── INPUT FOR THIS TASK

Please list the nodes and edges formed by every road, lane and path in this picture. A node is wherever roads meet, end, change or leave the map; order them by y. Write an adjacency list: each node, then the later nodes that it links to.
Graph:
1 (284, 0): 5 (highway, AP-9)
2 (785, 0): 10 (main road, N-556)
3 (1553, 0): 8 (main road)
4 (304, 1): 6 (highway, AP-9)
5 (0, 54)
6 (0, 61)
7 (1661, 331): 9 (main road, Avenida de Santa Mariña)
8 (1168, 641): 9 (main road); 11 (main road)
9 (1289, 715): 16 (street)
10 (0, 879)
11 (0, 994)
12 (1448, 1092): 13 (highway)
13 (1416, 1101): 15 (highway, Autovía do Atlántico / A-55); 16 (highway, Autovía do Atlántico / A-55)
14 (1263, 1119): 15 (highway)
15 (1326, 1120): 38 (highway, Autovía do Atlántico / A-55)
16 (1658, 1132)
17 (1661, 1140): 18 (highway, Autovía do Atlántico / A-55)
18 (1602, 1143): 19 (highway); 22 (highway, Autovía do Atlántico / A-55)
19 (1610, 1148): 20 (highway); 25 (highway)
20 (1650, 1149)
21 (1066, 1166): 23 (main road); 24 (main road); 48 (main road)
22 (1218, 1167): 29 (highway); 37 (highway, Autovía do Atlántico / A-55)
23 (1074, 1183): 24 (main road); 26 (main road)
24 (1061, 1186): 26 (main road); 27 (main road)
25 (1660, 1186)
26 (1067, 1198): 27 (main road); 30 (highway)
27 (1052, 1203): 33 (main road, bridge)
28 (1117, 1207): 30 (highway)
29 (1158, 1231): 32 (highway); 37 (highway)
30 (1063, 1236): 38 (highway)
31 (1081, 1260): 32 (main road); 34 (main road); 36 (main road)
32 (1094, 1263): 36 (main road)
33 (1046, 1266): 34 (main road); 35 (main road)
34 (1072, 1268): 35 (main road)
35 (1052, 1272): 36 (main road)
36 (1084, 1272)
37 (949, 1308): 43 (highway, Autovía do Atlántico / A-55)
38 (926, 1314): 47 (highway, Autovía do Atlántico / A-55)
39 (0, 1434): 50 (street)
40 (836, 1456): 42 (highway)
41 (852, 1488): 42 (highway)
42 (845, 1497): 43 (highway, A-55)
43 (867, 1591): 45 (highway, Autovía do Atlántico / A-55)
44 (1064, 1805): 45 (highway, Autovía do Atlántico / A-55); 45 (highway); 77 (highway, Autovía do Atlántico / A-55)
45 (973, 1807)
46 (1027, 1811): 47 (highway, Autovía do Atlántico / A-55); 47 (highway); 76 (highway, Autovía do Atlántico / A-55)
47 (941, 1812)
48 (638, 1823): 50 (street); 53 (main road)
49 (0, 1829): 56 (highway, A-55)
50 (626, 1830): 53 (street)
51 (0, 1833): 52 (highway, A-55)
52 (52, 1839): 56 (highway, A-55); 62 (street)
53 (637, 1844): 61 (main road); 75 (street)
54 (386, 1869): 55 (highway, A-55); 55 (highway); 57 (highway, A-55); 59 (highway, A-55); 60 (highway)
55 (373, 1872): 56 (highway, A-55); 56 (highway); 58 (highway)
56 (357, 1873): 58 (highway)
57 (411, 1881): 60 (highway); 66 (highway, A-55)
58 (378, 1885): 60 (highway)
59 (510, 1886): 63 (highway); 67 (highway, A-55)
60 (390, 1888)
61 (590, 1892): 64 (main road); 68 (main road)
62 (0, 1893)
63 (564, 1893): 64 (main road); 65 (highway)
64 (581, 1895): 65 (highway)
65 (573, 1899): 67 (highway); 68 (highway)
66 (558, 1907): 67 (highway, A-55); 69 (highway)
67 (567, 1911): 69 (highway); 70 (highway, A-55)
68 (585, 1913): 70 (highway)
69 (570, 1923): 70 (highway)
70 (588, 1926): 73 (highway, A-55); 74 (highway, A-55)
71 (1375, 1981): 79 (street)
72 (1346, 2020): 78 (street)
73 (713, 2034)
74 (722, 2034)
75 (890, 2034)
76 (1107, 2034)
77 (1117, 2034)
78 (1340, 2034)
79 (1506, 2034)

────

__EXERCISE__
Go through the entries above and write each one out exactly.

__ANSWER SPACE__
Please list the nodes and edges formed by every road, lane and path in this picture. A node is wherever roads meet, end, change or leave the map; order them by y. Write an adjacency list: each node, then the later nodes that it links to.
Graph:
1 (284, 0): 5 (highway, AP-9)
2 (785, 0): 10 (main road, N-556)
3 (1553, 0): 8 (main road)
4 (304, 1): 6 (highway, AP-9)
5 (0, 54)
6 (0, 61)
7 (1661, 331): 9 (main road, Avenida de Santa Mariña)
8 (1168, 641): 9 (main road); 11 (main road)
9 (1289, 715): 16 (street)
10 (0, 879)
11 (0, 994)
12 (1448, 1092): 13 (highway)
13 (1416, 1101): 15 (highway, Autovía do Atlántico / A-55); 16 (highway, Autovía do Atlántico / A-55)
14 (1263, 1119): 15 (highway)
15 (1326, 1120): 38 (highway, Autovía do Atlántico / A-55)
16 (1658, 1132)
17 (1661, 1140): 18 (highway, Autovía do Atlántico / A-55)
18 (1602, 1143): 19 (highway); 22 (highway, Autovía do Atlántico / A-55)
19 (1610, 1148): 20 (highway); 25 (highway)
20 (1650, 1149)
21 (1066, 1166): 23 (main road); 24 (main road); 48 (main road)
22 (1218, 1167): 29 (highway); 37 (highway, Autovía do Atlántico / A-55)
23 (1074, 1183): 24 (main road); 26 (main road)
24 (1061, 1186): 26 (main road); 27 (main road)
25 (1660, 1186)
26 (1067, 1198): 27 (main road); 30 (highway)
27 (1052, 1203): 33 (main road, bridge)
28 (1117, 1207): 30 (highway)
29 (1158, 1231): 32 (highway); 37 (highway)
30 (1063, 1236): 38 (highway)
31 (1081, 1260): 32 (main road); 34 (main road); 36 (main road)
32 (1094, 1263): 36 (main road)
33 (1046, 1266): 34 (main road); 35 (main road)
34 (1072, 1268): 35 (main road)
35 (1052, 1272): 36 (main road)
36 (1084, 1272)
37 (949, 1308): 43 (highway, Autovía do Atlántico / A-55)
38 (926, 1314): 47 (highway, Autovía do Atlántico / A-55)
39 (0, 1434): 50 (street)
40 (836, 1456): 42 (highway)
41 (852, 1488): 42 (highway)
42 (845, 1497): 43 (highway, A-55)
43 (867, 1591): 45 (highway, Autovía do Atlántico / A-55)
44 (1064, 1805): 45 (highway, Autovía do Atlántico / A-55); 45 (highway); 77 (highway, Autovía do Atlántico / A-55)
45 (973, 1807)
46 (1027, 1811): 47 (highway, Autovía do Atlántico / A-55); 47 (highway); 76 (highway, Autovía do Atlántico / A-55)
47 (941, 1812)
48 (638, 1823): 50 (street); 53 (main road)
49 (0, 1829): 56 (highway, A-55)
50 (626, 1830): 53 (street)
51 (0, 1833): 52 (highway, A-55)
52 (52, 1839): 56 (highway, A-55); 62 (street)
53 (637, 1844): 61 (main road); 75 (street)
54 (386, 1869): 55 (highway, A-55); 55 (highway); 57 (highway, A-55); 59 (highway, A-55); 60 (highway)
55 (373, 1872): 56 (highway, A-55); 56 (highway); 58 (highway)
56 (357, 1873): 58 (highway)
57 (411, 1881): 60 (highway); 66 (highway, A-55)
58 (378, 1885): 60 (highway)
59 (510, 1886): 63 (highway); 67 (highway, A-55)
60 (390, 1888)
61 (590, 1892): 64 (main road); 68 (main road)
62 (0, 1893)
63 (564, 1893): 64 (main road); 65 (highway)
64 (581, 1895): 65 (highway)
65 (573, 1899): 67 (highway); 68 (highway)
66 (558, 1907): 67 (highway, A-55); 69 (highway)
67 (567, 1911): 69 (highway); 70 (highway, A-55)
68 (585, 1913): 70 (highway)
69 (570, 1923): 70 (highway)
70 (588, 1926): 73 (highway, A-55); 74 (highway, A-55)
71 (1375, 1981): 79 (street)
72 (1346, 2020): 78 (street)
73 (713, 2034)
74 (722, 2034)
75 (890, 2034)
76 (1107, 2034)
77 (1117, 2034)
78 (1340, 2034)
79 (1506, 2034)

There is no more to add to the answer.